» PROBLEM STATEMENT
Copy each line of the following data that contains "picture".

» GIVEN INFORMATION
:::

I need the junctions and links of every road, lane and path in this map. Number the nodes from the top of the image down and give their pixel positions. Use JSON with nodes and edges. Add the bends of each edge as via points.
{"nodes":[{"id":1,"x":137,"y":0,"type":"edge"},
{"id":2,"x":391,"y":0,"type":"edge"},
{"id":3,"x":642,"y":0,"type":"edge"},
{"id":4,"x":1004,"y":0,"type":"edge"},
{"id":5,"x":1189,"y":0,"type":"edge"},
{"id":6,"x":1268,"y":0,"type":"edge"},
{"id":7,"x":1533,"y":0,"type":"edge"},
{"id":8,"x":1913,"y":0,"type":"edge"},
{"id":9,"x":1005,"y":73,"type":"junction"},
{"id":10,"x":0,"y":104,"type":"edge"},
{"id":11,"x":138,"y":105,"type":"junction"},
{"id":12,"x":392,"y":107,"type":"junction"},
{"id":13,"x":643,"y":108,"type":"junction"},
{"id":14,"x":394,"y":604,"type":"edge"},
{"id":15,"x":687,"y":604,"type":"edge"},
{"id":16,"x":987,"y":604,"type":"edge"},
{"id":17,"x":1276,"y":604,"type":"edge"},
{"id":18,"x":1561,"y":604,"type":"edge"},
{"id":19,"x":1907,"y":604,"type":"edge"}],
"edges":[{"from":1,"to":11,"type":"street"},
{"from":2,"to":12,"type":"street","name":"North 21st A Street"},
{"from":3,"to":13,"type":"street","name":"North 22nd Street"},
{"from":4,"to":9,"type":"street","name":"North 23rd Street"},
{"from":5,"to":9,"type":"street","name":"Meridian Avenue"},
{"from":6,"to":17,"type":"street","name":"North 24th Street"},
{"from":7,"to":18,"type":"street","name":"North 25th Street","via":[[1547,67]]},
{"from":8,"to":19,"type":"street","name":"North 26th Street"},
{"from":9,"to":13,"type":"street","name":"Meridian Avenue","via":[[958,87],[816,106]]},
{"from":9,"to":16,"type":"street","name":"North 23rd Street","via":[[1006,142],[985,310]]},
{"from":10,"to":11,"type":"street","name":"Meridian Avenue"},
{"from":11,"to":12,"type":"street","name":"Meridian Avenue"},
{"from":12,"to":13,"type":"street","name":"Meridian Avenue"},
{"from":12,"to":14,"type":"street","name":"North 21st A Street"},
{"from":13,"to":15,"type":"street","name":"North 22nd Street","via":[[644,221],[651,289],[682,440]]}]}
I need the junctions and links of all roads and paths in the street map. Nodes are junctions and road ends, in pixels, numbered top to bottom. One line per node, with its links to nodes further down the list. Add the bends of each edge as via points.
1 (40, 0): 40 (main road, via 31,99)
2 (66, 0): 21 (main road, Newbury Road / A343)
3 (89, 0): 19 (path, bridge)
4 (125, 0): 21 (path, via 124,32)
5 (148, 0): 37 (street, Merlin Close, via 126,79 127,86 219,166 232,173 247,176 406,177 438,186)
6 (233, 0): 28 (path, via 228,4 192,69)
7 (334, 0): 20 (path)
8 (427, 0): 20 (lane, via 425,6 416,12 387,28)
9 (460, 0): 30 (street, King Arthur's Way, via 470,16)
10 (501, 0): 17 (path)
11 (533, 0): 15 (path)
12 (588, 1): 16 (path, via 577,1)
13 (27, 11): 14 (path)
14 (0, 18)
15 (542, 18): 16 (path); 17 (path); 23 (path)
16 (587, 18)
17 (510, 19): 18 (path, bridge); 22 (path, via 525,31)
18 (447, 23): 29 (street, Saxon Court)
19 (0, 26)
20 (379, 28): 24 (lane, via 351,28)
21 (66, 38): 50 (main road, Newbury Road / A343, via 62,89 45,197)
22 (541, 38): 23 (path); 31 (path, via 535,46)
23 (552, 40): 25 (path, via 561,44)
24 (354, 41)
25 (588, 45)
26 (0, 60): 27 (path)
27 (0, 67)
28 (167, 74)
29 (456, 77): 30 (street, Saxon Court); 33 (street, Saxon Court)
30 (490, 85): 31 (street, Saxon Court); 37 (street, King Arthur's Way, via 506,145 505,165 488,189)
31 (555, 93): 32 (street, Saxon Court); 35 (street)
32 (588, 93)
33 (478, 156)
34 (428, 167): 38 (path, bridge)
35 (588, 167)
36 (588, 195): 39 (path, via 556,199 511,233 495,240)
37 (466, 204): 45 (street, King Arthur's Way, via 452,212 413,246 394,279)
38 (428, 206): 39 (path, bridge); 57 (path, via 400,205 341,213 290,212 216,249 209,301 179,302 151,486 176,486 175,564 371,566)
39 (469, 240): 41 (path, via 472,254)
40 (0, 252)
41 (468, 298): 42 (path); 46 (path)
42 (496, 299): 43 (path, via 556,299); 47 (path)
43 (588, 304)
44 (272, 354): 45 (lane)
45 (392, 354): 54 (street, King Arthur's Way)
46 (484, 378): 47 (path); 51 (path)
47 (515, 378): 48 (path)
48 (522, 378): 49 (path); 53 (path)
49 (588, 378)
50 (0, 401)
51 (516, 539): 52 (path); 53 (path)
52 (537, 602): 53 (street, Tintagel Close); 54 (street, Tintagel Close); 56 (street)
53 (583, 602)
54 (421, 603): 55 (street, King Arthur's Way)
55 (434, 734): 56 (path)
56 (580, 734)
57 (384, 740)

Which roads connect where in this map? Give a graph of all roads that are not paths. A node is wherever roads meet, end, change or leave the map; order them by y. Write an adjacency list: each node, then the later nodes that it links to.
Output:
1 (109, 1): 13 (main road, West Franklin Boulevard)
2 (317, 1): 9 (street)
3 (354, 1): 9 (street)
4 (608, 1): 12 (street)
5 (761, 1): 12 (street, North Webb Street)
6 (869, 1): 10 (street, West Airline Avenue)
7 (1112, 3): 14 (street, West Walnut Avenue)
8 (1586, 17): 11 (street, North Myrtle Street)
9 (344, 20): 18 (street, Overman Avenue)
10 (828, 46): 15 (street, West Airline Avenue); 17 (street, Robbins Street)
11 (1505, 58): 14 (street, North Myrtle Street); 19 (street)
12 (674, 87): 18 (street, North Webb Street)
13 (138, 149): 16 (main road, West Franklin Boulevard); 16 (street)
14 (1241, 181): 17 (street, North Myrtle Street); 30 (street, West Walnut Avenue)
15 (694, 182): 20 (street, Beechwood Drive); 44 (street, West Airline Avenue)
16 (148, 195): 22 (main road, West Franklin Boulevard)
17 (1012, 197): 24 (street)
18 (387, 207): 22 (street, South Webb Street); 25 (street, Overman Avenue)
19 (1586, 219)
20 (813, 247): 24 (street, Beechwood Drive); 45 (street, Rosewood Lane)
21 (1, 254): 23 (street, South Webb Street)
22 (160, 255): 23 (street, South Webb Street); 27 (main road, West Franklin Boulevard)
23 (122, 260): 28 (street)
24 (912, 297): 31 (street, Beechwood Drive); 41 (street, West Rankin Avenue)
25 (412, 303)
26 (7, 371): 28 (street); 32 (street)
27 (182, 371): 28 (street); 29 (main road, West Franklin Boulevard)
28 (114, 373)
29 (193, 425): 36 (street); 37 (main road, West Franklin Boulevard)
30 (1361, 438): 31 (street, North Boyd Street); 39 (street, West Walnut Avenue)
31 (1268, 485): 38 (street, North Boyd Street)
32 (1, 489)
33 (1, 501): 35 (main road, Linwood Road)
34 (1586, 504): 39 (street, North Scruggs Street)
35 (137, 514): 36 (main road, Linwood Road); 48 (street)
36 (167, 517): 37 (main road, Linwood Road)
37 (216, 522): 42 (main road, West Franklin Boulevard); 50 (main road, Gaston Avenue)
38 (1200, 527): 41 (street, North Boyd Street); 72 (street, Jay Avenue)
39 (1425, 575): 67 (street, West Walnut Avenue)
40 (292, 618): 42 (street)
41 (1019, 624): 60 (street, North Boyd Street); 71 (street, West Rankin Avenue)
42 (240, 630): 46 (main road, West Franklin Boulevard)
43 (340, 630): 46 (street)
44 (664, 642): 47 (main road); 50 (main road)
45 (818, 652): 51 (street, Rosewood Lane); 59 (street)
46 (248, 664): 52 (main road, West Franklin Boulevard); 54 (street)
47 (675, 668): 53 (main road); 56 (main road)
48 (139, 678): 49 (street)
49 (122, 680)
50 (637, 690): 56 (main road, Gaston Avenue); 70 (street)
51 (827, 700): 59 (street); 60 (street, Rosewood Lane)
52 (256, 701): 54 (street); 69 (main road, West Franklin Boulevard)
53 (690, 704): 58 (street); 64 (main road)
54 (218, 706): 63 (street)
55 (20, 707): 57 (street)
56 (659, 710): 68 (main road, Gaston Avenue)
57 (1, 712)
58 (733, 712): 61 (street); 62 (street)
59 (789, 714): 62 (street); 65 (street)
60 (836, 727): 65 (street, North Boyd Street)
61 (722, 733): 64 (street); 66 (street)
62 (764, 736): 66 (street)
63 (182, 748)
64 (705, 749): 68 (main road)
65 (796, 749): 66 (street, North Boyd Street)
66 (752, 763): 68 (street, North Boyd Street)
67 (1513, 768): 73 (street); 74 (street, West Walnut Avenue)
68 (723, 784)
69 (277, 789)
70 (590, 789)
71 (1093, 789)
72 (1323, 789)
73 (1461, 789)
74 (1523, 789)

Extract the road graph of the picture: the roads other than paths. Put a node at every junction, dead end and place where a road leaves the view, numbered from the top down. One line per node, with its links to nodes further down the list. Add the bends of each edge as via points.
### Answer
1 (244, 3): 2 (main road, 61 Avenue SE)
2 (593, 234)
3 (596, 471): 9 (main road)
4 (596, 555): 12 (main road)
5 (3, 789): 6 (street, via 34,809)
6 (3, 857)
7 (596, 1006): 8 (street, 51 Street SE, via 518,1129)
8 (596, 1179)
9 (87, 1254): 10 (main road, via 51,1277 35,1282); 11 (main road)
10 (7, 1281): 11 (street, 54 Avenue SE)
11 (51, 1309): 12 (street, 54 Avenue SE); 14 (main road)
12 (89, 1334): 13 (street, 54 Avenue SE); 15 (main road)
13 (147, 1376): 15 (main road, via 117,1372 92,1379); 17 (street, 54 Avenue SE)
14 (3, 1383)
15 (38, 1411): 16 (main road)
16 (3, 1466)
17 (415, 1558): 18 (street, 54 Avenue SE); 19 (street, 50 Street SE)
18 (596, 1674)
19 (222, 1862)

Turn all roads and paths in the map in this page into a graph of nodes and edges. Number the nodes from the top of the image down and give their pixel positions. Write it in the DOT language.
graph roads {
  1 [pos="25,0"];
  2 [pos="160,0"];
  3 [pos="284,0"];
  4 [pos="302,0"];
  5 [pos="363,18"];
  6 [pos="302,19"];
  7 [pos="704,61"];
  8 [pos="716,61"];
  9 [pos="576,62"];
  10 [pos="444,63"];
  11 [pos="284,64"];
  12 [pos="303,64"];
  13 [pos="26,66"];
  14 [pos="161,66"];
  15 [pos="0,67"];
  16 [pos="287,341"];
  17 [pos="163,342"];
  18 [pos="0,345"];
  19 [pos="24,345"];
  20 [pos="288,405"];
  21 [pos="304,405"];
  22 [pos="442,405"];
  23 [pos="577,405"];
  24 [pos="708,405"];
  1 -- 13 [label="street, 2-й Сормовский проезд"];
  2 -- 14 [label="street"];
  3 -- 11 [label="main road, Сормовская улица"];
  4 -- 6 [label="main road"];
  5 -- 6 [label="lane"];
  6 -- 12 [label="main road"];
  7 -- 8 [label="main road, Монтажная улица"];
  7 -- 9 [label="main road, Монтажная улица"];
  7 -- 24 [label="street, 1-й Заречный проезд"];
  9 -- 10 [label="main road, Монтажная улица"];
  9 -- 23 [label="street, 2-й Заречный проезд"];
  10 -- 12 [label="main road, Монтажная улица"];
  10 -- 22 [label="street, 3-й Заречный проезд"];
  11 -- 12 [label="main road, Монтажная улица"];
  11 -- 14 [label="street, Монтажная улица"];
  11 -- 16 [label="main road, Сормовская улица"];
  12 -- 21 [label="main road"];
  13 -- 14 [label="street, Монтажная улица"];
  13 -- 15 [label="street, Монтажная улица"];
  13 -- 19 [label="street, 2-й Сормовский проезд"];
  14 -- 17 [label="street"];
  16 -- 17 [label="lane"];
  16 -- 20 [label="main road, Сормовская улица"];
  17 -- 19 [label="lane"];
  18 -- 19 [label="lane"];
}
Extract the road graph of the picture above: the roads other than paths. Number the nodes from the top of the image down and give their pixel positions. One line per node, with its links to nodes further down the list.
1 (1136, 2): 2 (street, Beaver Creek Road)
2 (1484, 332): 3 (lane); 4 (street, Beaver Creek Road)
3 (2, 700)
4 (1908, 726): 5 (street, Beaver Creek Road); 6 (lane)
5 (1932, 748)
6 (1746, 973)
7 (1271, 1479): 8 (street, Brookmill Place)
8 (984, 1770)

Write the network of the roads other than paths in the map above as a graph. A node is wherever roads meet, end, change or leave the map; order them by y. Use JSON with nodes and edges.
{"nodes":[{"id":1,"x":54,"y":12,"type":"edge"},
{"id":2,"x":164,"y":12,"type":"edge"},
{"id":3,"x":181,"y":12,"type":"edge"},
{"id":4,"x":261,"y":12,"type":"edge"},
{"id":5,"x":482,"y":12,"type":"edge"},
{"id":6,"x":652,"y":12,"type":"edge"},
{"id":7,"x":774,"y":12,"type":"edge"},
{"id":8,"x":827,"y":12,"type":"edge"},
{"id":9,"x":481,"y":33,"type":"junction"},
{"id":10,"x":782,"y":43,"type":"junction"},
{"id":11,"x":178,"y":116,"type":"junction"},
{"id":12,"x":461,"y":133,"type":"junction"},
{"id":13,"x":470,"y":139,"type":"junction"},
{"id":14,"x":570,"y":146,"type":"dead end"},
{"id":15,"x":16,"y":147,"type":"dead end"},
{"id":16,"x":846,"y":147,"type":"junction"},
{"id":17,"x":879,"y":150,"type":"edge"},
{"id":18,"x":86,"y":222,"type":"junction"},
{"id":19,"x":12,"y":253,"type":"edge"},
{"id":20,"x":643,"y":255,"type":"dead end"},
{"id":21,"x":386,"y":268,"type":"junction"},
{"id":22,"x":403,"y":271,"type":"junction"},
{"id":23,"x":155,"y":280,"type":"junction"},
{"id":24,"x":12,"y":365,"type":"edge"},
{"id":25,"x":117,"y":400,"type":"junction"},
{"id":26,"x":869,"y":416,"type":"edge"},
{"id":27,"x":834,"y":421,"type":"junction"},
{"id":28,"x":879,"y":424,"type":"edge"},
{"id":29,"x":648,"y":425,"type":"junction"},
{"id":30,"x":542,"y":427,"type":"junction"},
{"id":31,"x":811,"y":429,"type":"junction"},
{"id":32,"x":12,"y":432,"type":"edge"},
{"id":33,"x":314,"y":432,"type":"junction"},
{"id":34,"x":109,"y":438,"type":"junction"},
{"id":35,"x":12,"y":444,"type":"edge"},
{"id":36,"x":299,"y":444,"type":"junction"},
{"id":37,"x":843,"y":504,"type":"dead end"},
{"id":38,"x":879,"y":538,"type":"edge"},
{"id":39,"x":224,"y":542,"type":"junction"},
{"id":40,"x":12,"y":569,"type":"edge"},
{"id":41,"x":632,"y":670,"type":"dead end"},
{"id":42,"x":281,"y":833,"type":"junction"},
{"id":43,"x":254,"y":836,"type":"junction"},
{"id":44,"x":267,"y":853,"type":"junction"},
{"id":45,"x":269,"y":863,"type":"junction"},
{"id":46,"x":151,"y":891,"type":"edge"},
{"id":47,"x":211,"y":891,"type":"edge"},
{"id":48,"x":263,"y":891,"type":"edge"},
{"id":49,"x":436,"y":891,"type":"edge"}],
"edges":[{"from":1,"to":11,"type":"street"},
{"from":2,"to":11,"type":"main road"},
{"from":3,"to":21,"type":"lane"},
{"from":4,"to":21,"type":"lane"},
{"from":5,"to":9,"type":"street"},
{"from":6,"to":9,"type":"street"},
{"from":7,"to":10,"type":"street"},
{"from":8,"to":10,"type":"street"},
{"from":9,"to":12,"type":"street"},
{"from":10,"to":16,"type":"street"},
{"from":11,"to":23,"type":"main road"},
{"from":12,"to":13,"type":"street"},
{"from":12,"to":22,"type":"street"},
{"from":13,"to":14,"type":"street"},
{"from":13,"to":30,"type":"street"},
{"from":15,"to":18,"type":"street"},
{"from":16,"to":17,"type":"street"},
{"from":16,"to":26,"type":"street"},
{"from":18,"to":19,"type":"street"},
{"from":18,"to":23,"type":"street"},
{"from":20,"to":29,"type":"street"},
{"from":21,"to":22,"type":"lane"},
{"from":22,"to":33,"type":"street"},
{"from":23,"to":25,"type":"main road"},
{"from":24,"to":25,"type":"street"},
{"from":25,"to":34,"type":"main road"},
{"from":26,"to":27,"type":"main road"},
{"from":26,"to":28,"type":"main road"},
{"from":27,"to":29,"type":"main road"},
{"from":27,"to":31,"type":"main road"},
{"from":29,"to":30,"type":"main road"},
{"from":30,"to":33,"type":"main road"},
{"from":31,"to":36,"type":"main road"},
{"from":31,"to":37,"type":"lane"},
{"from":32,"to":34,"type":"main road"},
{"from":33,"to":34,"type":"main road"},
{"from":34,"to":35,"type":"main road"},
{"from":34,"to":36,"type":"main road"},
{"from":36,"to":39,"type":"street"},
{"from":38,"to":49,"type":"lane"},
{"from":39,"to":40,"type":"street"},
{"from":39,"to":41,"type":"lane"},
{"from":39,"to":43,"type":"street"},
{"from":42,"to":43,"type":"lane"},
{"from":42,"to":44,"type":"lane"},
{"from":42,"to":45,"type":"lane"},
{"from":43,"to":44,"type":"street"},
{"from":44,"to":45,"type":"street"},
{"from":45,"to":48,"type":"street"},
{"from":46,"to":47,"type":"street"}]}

:::

» RESULT BELOW
Extract the road graph of the picture: the roads other than paths. Put a node at every junction, dead end and place where a road leaves the view, numbered from the top down. One line per node, with its links to nodes further down the list. Add the bends of each edge as via points.
Extract the road graph of the picture above: the roads other than paths. Number the nodes from the top of the image down and give their pixel positions. One line per node, with its links to nodes further down the list.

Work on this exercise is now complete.